Skin bruising at shock wave entry site: Skin bruising at the shock wave entry site occasionally occurs after treatment, and typically resolves spontaneously.

Fever (> 38° C): Fever is occasionally reported after lithotripsy, and may be secondary to infection.

Nausea/vomiting: Transient nausea and vomiting are occasionally reported immediately after lithotripsy, and may be associated with either pain or the administration of sedatives or analgesia.

Hematoma (perirenal/intrarenal): Clinically significant intrarenal or perirenal hematomas occur in < 1% of lithotripsy treatments. These patients typically present with severe, chronic flank pain. Although clinically significant hematomas often resolve with conservative management, severe hemorrhage and death have been reported. Management of severe renal hemorrhage includes the administration of blood transfusions, percutaneous drainage, or surgical intervention.
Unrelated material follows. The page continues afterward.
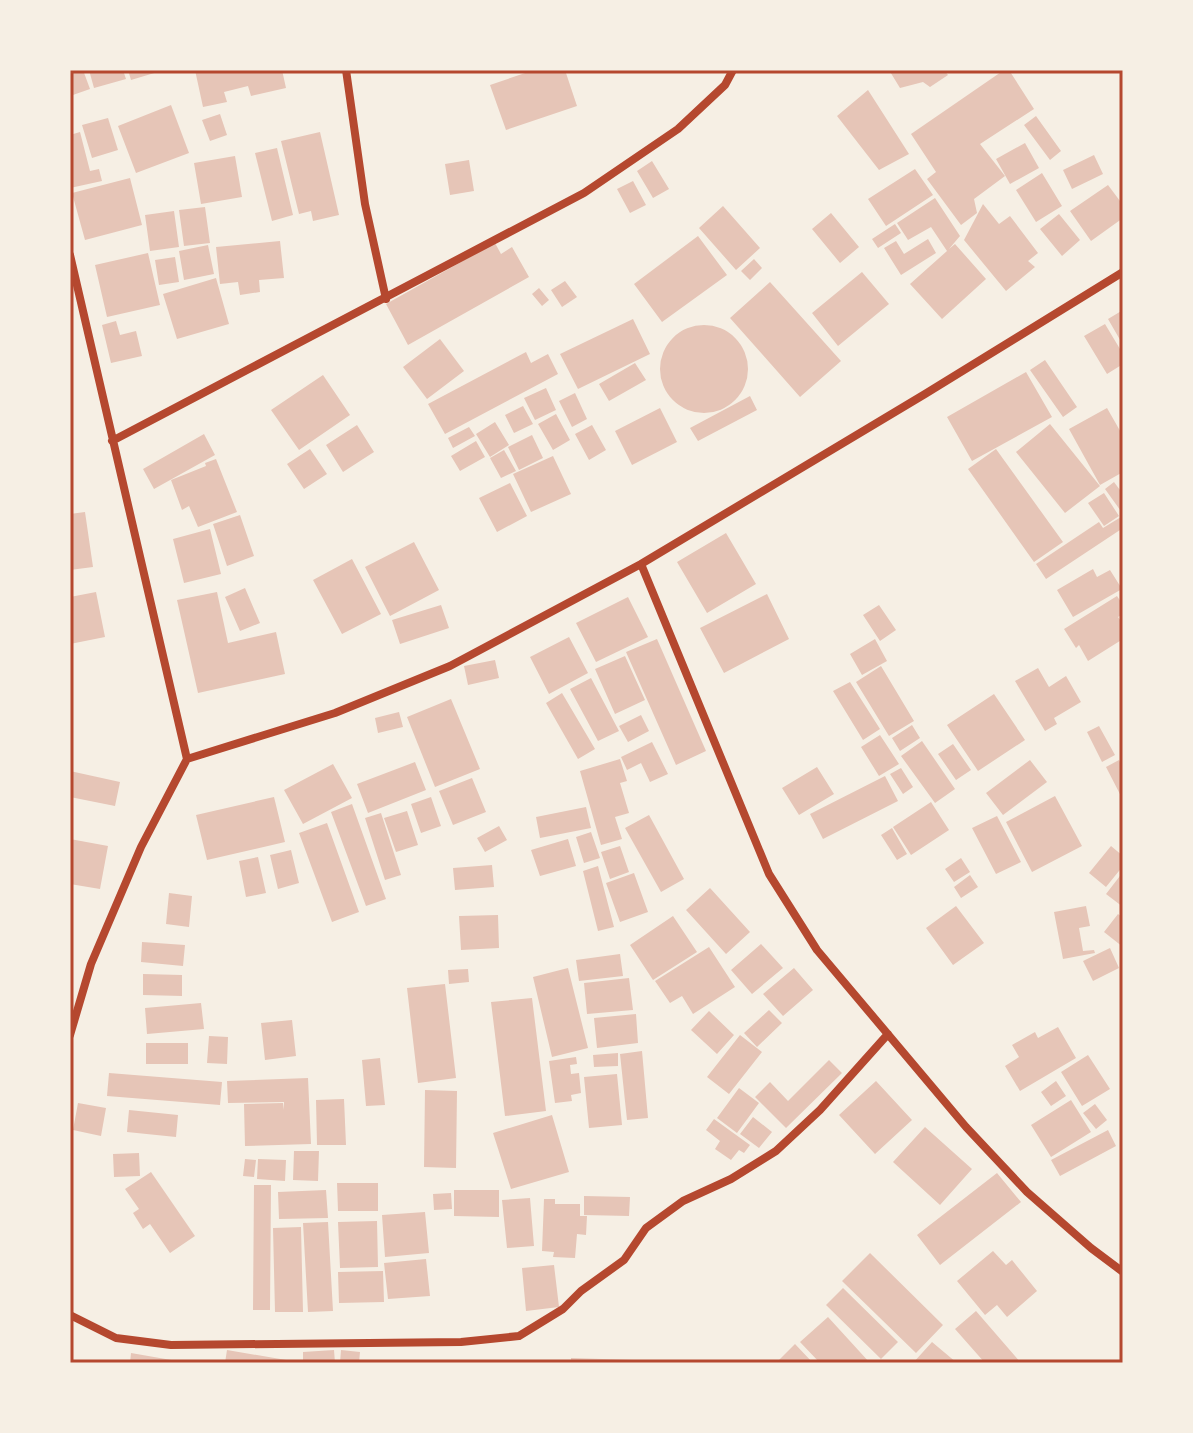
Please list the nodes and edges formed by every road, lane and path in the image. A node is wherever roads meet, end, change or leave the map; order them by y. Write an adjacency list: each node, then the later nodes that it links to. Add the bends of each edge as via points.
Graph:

Renal injury: Extracorporeal shock wave lithotripsy procedures have been known to cause damage to the treated kidney. The potential for injury, its long-term significance, and its duration are unknown.

 

PATIENT SELECTION AND TREATMENT

Specific patient populations:

Children: The safety and effectiveness of this device in the treatment of urolithiasis in children have not been demonstrated. Although children have been treated with shock wave therapy for upper urinary tract stones, experience with lithotripsy in such cases is limited. Studies indicate that there are growth plate disturbances in the epiphyses of developing long bones in rats subjected to shock waves. The significance of this finding to human experience is unknown.

Women of childbearing potential: The treatment of lower ureteral stones should be avoided in women of childbearing potential. The application of shock wave lithotripsy to this patient population could possibly result in irreversible damage to the female reproductive system and to the unborn fetus in the undiagnosed pregnancy.

 

SAFE RADIATION PRACTICES

[Note: Only include this section if the SWL system is labeled for x-ray stone localization.]

This section should present an overview of the practices for the safe use of ionizing radiation. As part of this section, the following information should be conveyed:

  • the importance of using the minimum technique factors and exposure durations necessary for adequate stone imaging and localization;
  • the maximum technique factors and exposure durations that should be used, as well as an indication of the maximum radiation dosage that would be expected to be delivered to the patient during a single SWL treatment; and
  • guidelines on how to minimize radiation exposure to the device operator and other health care staff.